This irony already existed in the good old DVD age. If you bought one legally you had to sit through several unskippable videos, usually also one about piracy, before the movie starts. If you had pirated that same movie would play immediately, so the user experience was better.
They don't even need to deal with screen recording which this DRM is trying to protect against either. Just find a device that supports the highest playback resolution and steal the data right off the bus.
The way the groups typically achieve rips from streaming services is by using compromised Widevine L1 capable devices, and straight up extracting out the keys. This ends up in a dance of getting new devices when they eventually get blacklisted.
I believe these piracy groups arent hijacking the HDMI signal. They're cracking the Widevine DRM chain to grab the audio and video data from the stream and repackage it into an mkv file.

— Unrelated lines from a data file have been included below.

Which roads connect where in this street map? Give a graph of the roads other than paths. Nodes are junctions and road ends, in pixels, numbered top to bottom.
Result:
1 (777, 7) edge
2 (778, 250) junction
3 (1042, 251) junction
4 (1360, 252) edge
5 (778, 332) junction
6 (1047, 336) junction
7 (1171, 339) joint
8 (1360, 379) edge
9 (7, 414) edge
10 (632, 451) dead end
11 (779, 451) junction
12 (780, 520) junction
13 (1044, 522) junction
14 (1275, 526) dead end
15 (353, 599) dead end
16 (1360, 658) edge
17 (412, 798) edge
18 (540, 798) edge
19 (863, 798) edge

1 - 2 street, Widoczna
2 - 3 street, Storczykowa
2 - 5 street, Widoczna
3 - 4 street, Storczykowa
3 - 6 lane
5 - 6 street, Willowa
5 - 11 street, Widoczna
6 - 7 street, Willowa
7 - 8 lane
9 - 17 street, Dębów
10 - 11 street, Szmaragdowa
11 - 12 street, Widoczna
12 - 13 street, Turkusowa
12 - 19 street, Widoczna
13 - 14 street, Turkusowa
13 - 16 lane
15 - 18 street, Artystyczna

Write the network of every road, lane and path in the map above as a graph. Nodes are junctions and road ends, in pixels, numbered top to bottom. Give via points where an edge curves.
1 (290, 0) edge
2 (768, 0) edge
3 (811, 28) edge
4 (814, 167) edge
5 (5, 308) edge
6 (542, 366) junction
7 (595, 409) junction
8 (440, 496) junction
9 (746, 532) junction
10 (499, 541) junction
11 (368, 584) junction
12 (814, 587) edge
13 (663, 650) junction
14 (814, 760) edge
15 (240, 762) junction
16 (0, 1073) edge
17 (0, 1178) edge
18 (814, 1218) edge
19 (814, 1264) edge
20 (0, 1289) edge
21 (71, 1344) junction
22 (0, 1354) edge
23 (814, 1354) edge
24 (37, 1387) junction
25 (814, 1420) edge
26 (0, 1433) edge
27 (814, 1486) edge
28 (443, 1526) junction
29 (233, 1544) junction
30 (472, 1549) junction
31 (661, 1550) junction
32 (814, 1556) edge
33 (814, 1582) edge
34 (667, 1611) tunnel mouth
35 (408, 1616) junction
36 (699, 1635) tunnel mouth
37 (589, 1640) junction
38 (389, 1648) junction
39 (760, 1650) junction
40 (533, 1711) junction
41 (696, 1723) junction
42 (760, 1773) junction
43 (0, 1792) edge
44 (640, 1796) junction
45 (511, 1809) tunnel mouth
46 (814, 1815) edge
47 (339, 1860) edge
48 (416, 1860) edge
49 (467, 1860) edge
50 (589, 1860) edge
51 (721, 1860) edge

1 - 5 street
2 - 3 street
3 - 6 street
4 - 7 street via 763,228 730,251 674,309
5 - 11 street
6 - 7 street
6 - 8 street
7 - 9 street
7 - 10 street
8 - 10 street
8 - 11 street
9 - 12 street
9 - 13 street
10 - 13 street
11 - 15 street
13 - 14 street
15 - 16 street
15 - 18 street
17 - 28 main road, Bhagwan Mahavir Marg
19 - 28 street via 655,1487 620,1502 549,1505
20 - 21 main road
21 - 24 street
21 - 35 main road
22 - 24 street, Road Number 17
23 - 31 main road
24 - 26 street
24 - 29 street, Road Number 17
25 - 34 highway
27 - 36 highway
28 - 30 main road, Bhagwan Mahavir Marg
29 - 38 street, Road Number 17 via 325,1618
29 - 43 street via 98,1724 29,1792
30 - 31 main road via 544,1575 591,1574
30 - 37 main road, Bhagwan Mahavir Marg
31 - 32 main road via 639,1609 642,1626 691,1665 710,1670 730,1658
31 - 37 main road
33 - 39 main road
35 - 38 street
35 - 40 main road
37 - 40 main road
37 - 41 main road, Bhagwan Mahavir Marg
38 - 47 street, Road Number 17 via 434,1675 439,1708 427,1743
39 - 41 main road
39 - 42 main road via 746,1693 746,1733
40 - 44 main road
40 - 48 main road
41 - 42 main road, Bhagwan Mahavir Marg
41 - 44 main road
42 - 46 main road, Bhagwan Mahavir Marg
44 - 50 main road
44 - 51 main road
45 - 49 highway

In 2010, an HDCP master key was leaked, allowing anyone to generate an infinite number of valid new HDCP devices. This has made HDCP useless for stopping piracy for the past 15 years. All it's done since then is add another point of failure between people's electronics and their displays.
Wonder how many people lost the ability to play ~~their content~~ the content they were licensing when they released that update, and had to buy new hardware because it was no longer supported.
not even hours later in most cases. these anti-theft measures will block the random individual who wants to make a clip out of a movie but won't stop anyone actively pirating.
It's wild to me that these guys still try this hard with DRM given that obvious reality. Like, I get that streaming services aren't just shipping an MP4 file that you can right-click and hit Save As. But the blacking out the video when I take a screenshot on a freaking iPhone... what is being prevented here? Someone is going to make a copy of a movie by taking 3,000,000 screenshots and stitching them all together?
>But the blacking out the video when I take a screenshot on a freaking iPhone... what is being prevented here? Someone is going to make a copy of a movie by taking 3,000,000 screenshots and stitching them all together?
Even if making 3M screenshots to extract the video isn't a viable ripping strategy, it's still less work to block all capture APIs than it is to figure out which methods you want to block, and make sure that implementation is airtight.
That's why I pirate everything. Originally I tried purchasing music files (iTunes) with the hope of it supporting musicians I liked. When it was a lesser, hindered experience, I switched back to pirating everything, still do, and always will.
Meanwhile watching these shows the legal way on unsupported DRM chain gives you 720p SDR with worse audio.